All data were processed using the MIDAS software package [24]. The processing steps included resampling of the echo-planar imaging (EPI) readout with combination of odd and even echo readouts [28], zero-filling in the spatial domain from 50×50×18 points to 64×64×32 points, zero-filling in the frequency domain from 500 points to 1024 points, Fourier transformation in all three spatial dimensions, and multichannel combination [29]. Spatial smoothing (Gaussian, damping factor of 2.0) was applied as a convolution in the spatial domain after spatial-spectral Fourier transformation, B0 correction, and lipid k-space extrapolation [30]. The resolution of the reconstructed metabolite images corresponded to a voxel volume of 1.55 ml calculated at full width at half maximum.

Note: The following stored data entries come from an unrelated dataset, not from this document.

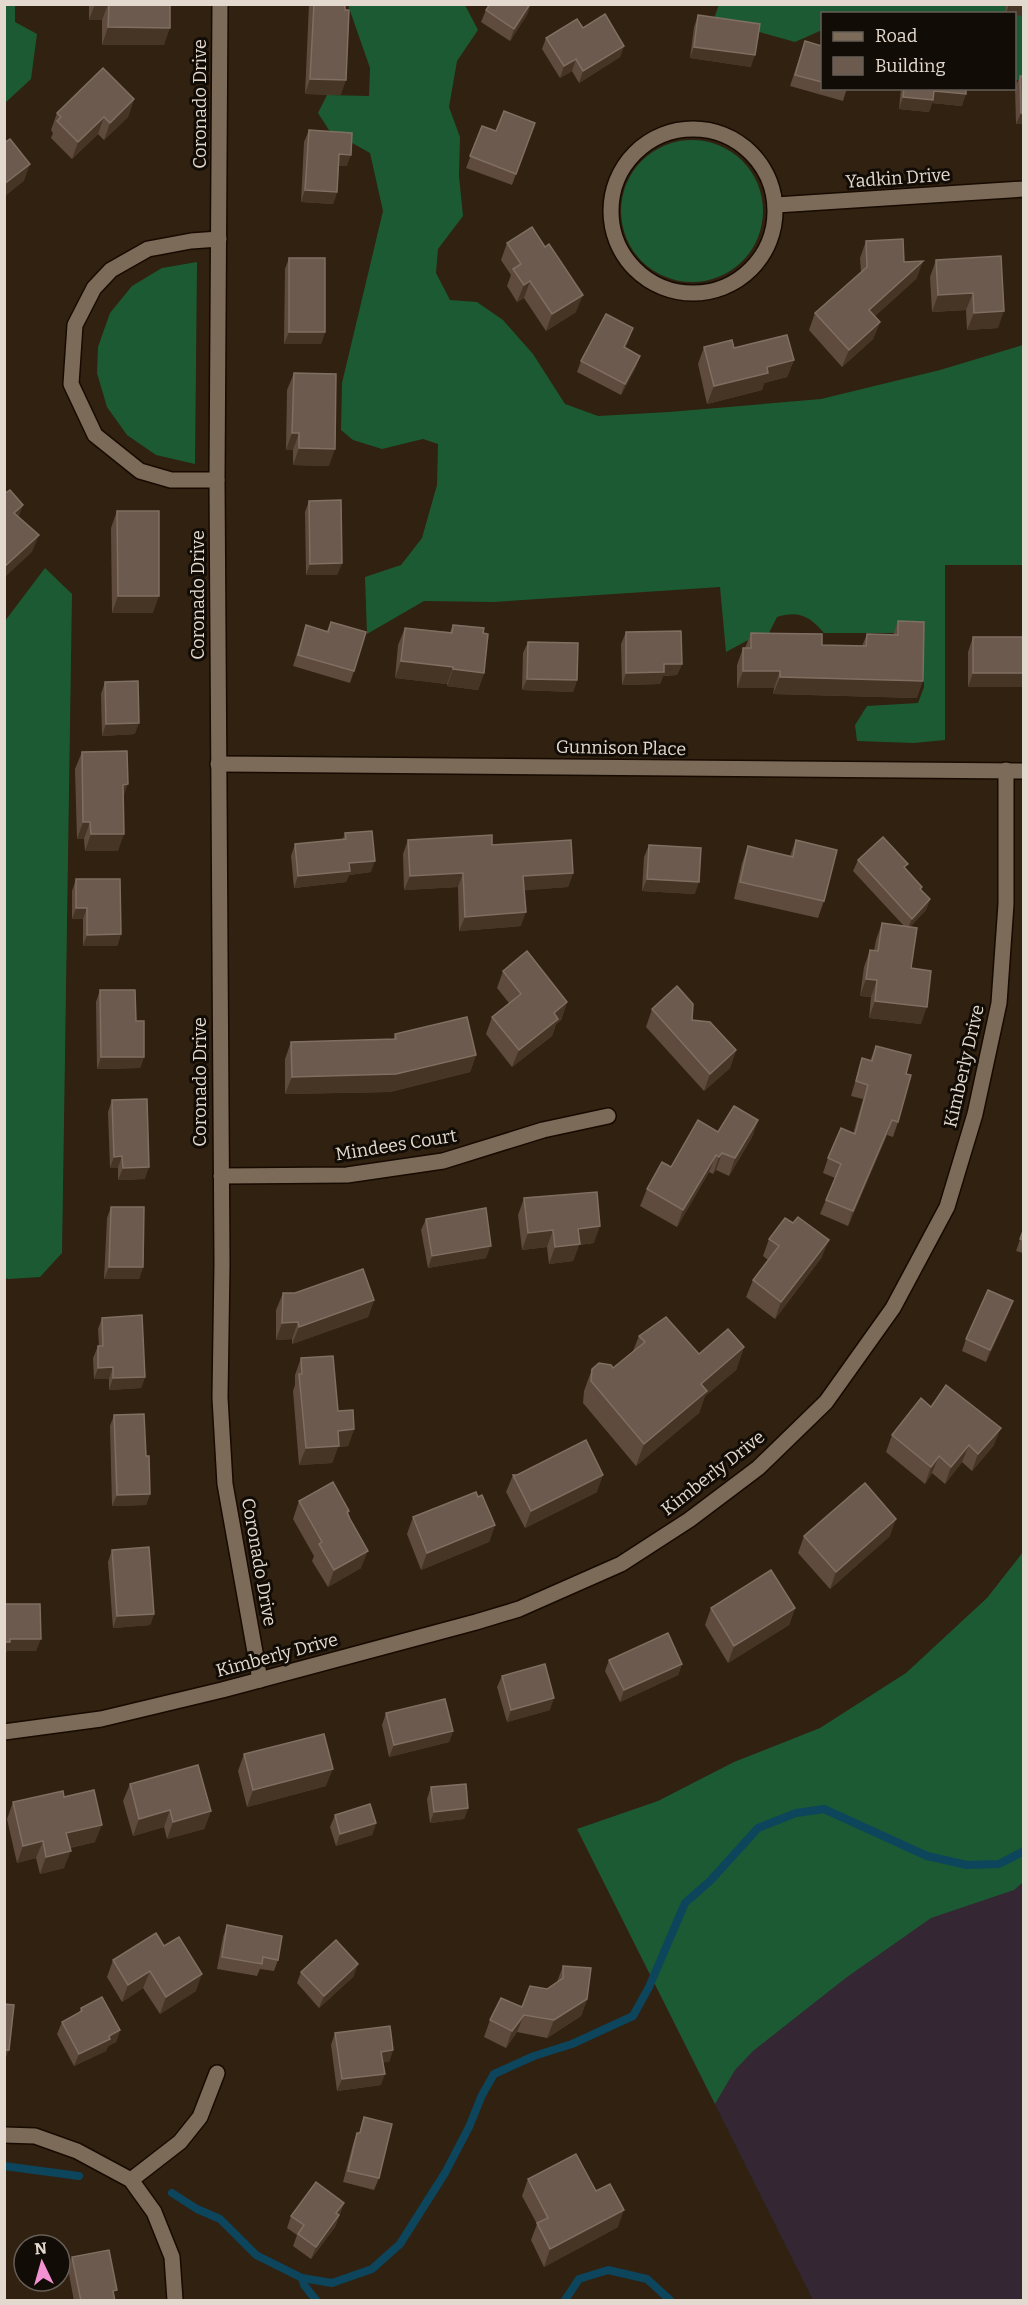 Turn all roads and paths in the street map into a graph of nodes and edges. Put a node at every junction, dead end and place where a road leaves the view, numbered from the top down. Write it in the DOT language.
graph roads {
  1 [pos="220,4"];
  2 [pos="1023,189"];
  3 [pos="776,205"];
  4 [pos="219,239"];
  5 [pos="217,480"];
  6 [pos="218,764"];
  7 [pos="1006,770"];
  8 [pos="1023,771"];
  9 [pos="608,1116"];
  10 [pos="221,1176"];
  11 [pos="260,1680"];
  12 [pos="4,1732"];
  13 [pos="217,2073"];
  14 [pos="4,2135"];
  15 [pos="131,2180"];
  16 [pos="175,2301"];
  1 -- 4 [label="street, Coronado Drive"];
  2 -- 3 [label="street, Yadkin Drive"];
  3 -- 3 [label="street"];
  4 -- 5 [label="street, Coronado Drive"];
  4 -- 5 [label="street"];
  5 -- 6 [label="street, Coronado Drive"];
  6 -- 7 [label="street, Gunnison Place"];
  6 -- 10 [label="street, Coronado Drive"];
  7 -- 8 [label="street, Gunnison Place"];
  7 -- 11 [label="street, Kimberly Drive"];
  9 -- 10 [label="street, Mindees Court"];
  10 -- 11 [label="street, Coronado Drive"];
  11 -- 12 [label="street, Kimberly Drive"];
  13 -- 15 [label="street"];
  14 -- 15 [label="street"];
  15 -- 16 [label="street"];
}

A high SNR reference dataset was also created from the normal subject dataset by averaging the MRSI data from 64×64 voxels in-plane and 32-voxels through-plane to 10×10 voxels in-plane and 10-voxels through-plane. The averaging was performed after application of processing steps mentioned above. To remove noisy and contaminated averaged spectra based on LW and CSF partial volume criteria, parametric spectral fitting [31] was performed to derive the LW from NAA, Cre, and Cho resonances. A threshold of 2 < LW < 8 was then applied to filter out the unwanted averaged spectra. A noisy version of this dataset was then generated by adding a Gaussian noise with mean value 0, standard deviation of 0.08 based on the maximum amplitudes of NAA in the averaged data. The purpose of this study was to examine the performance of the SSPC denoising method in improving the metabolite quantification for in vivo datasets.

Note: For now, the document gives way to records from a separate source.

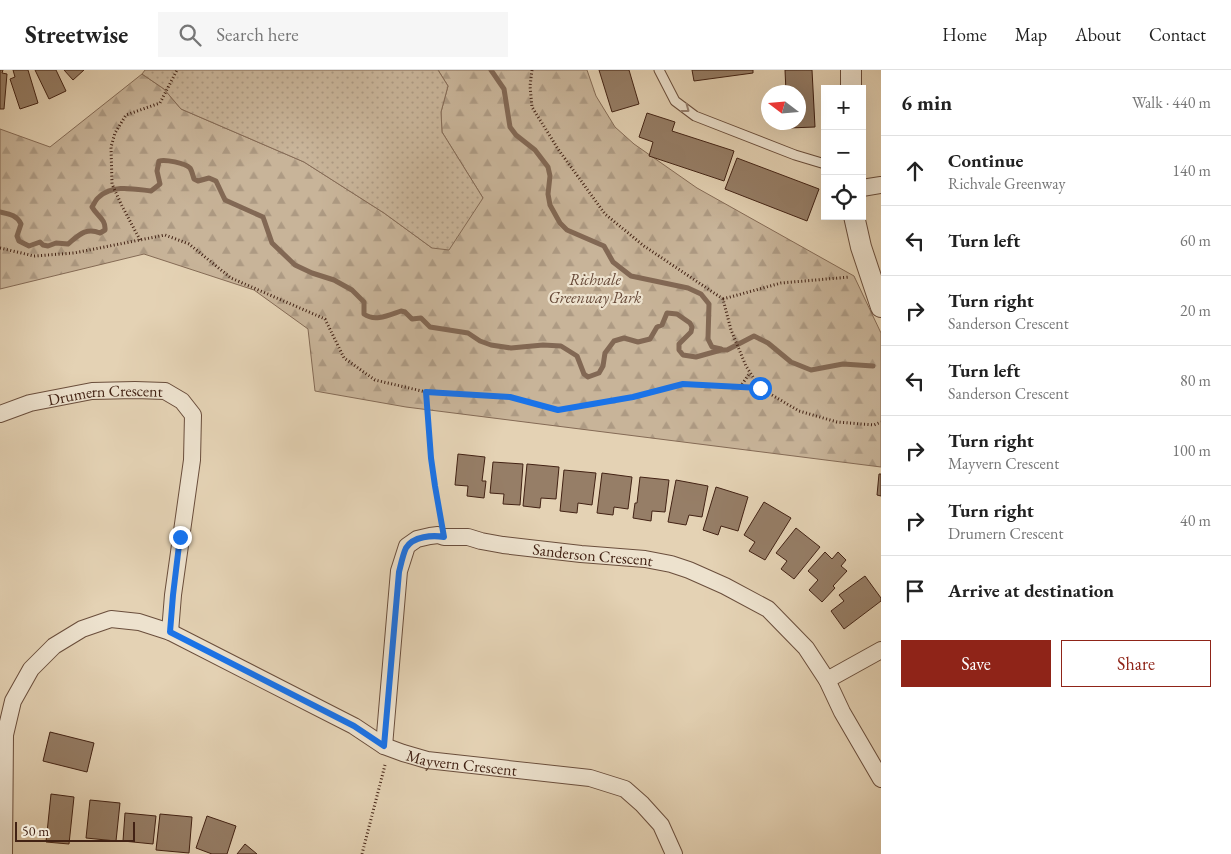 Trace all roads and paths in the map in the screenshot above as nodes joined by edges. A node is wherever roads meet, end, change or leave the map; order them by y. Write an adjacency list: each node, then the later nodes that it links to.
1 (176, 70): 10 (path)
2 (532, 70): 13 (path)
3 (659, 70): 6 (lane, one-way to 6)
4 (851, 70): 5 (street)
5 (851, 85)
6 (821, 163)
7 (881, 185): 8 (street)
8 (866, 187)
9 (855, 220): 14 (street)
10 (140, 240): 11 (path); 18 (path)
11 (0, 248)
12 (850, 277): 13 (path)
13 (723, 299): 15 (path)
14 (881, 307)
15 (750, 373): 16 (path); 17 (path)
16 (740, 387): 17 (path); 18 (path)
17 (760, 388): 20 (path)
18 (426, 392): 21 (path)
19 (0, 414): 22 (street, Drumern Crescent)
20 (881, 422)
21 (444, 537): 24 (street, Sanderson Crescent); 25 (street, Sanderson Crescent)
22 (170, 632): 25 (street, Mayvern Crescent); 28 (street, Mayvern Crescent)
23 (881, 650): 24 (street)
24 (827, 680): 27 (street, Sanderson Crescent)
25 (384, 746): 30 (street, Mayvern Crescent)
26 (385, 765): 29 (path)
27 (881, 779)
28 (4, 854)
29 (362, 854)
30 (674, 854)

To increase the effectiveness of the SSPC denoising for the in vivo datasets the spectral phase and frequency variations were corrected prior to denoising. This was achieved using two steps. Firstly, following spatial reconstruction a time-domain phase-correction function was applied at each voxel location, with the correction function obtained from the unsuppressed water acquisition. Because some phase variations still remained across the image a second processing step was applied that used spectral fitting of the primary resonances, consisting of NAA, Cre, and Cho singlet resonances only, and then applied the phase and frequency terms determined from this analysis as a correction to the data. Following denoising the parametric spectral fitting [31] was again performed to obtain maps of NAA, Cr and Cho, myo-Inositol, and glutamate plus glutamine (Glx).

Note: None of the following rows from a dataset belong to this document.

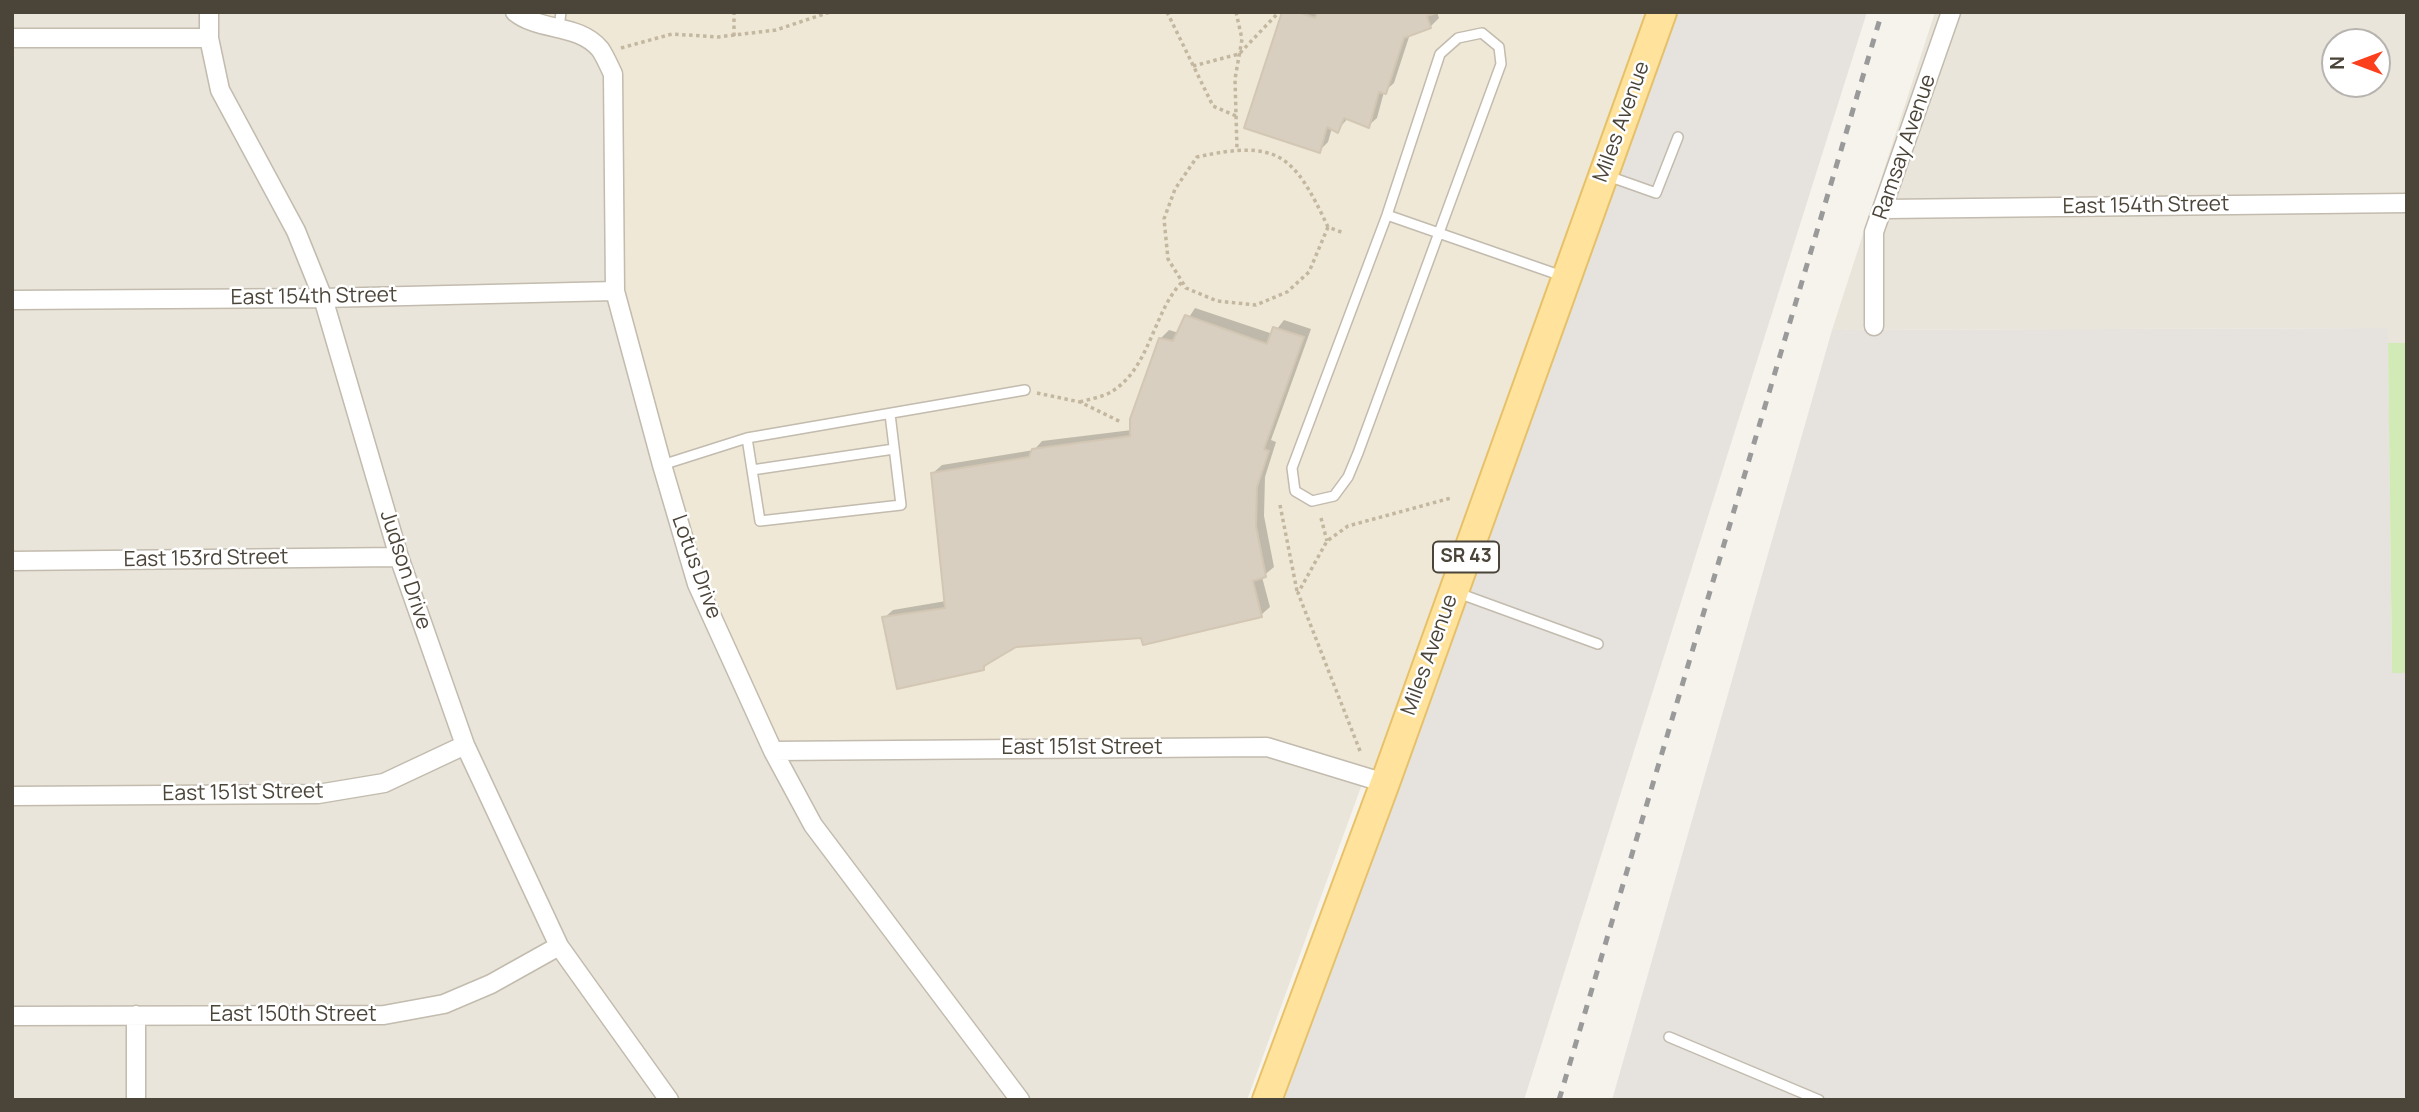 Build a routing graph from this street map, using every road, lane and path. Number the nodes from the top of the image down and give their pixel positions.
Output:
1 (209, 12) edge
2 (515, 12) edge
3 (734, 12) edge
4 (830, 12) edge
5 (1167, 12) edge
6 (1236, 12) edge
7 (1279, 12) edge
8 (1662, 12) edge
9 (1951, 12) edge
10 (560, 20) edge
11 (734, 36) junction
12 (12, 38) edge
13 (209, 38) junction
14 (621, 48) dead end
15 (1239, 54) junction
16 (1193, 66) junction
17 (1236, 116) junction
18 (1678, 136) dead end
19 (1237, 149) junction
20 (1604, 174) junction
21 (2407, 203) edge
22 (1885, 209) junction
23 (1387, 215) junction
24 (1328, 227) junction
25 (1344, 233) dead end
26 (1438, 233) junction
27 (1566, 278) junction
28 (1182, 282) junction
29 (615, 291) junction
30 (323, 298) junction
31 (12, 300) edge
32 (1874, 326) dead end
33 (1025, 390) joint
34 (1080, 402) junction
35 (890, 414) junction
36 (1121, 422) dead end
37 (747, 438) junction
38 (894, 449) junction
39 (662, 465) junction
40 (752, 470) junction
41 (1451, 498) dead end
42 (1280, 505) dead end
43 (1321, 518) dead end
44 (1327, 541) junction
45 (399, 558) junction
46 (12, 561) edge
47 (1453, 592) junction
48 (1298, 593) junction
49 (1598, 643) dead end
50 (465, 745) junction
51 (773, 751) junction
52 (1360, 751) dead end
53 (1385, 783) junction
54 (12, 796) edge
55 (559, 946) junction
56 (136, 1015) junction
57 (12, 1016) edge
58 (1669, 1037) dead end
59 (136, 1100) edge
60 (669, 1100) edge
61 (1020, 1100) edge
62 (1267, 1100) edge
63 (1819, 1100) edge

1 - 13 street, Judson Drive
2 - 10 street, Lotus Drive
3 - 11 path
4 - 11 path
5 - 16 path
6 - 15 path
7 - 15 path
8 - 20 main road, Miles Avenue / SR 43
9 - 22 street, Ramsay Avenue
10 - 29 street, Lotus Drive
11 - 14 path
12 - 13 street
13 - 30 street, Judson Drive
15 - 16 path
15 - 17 path
16 - 17 path
17 - 19 path
18 - 20 lane
19 - 24 path
19 - 28 path
20 - 27 main road, Miles Avenue / SR 43
21 - 22 street, East 154th Street
22 - 32 street, Ramsay Avenue
23 - 26 lane
23 - 26 lane
23 - 26 lane
24 - 25 path
24 - 28 path
26 - 27 lane
27 - 47 main road, Miles Avenue / SR 43
28 - 34 path
29 - 30 street, East 154th Street
29 - 39 street, Lotus Drive
30 - 31 street, East 154th Street
30 - 45 street, Judson Drive
33 - 34 path
33 - 35 lane
34 - 36 path
35 - 37 lane
35 - 38 lane
37 - 39 lane
37 - 40 lane
38 - 40 lane
38 - 40 lane
39 - 51 street, Lotus Drive
41 - 44 path
42 - 48 path
43 - 44 path
44 - 48 path
45 - 46 street, East 153rd Street
45 - 50 street, Judson Drive
47 - 49 lane
47 - 53 main road, Miles Avenue / SR 43
48 - 52 path
50 - 54 street, East 151st Street
50 - 55 street, Judson Drive
51 - 53 street, East 151st Street
51 - 61 street, Lotus Drive
53 - 62 main road, Miles Avenue / SR 43
55 - 56 street, East 150th Street
55 - 60 street, Judson Drive
56 - 57 street, East 150th Street
56 - 59 street
58 - 63 lane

For data that had the SSPC denoising applied no spectral smoothing was applied during processing. For comparison to standard processing methods, data were also processed using Gaussian apodization of the time data, prior to spectral Fourier transformation, for a relatively small 2 Hz line-broadening and a value more typically used (for 3 T) with 5 Hz line-broadening.
Data Analysis
SSPC denoising performance was compared with: 1) spectral apodization using Gaussian smoothing, and 2) conventional PCA denoising. For the second method, the rank L was found using the SSPC scheme and the same rank was applied for the PCA reconstruction using the first L consecutive PCs. It should be mentioned that the conventional PCA procedure is equivalent to the first part of the LORA [20] denoising scheme. Since the second part of LORA denoising, which utilizes the Cadzow algorithm [32] for each spectrum, is not coupled to the first part, results of comparisons between the conventional PCA and SSPC denoising would also be valid for the first part of LORA denoising.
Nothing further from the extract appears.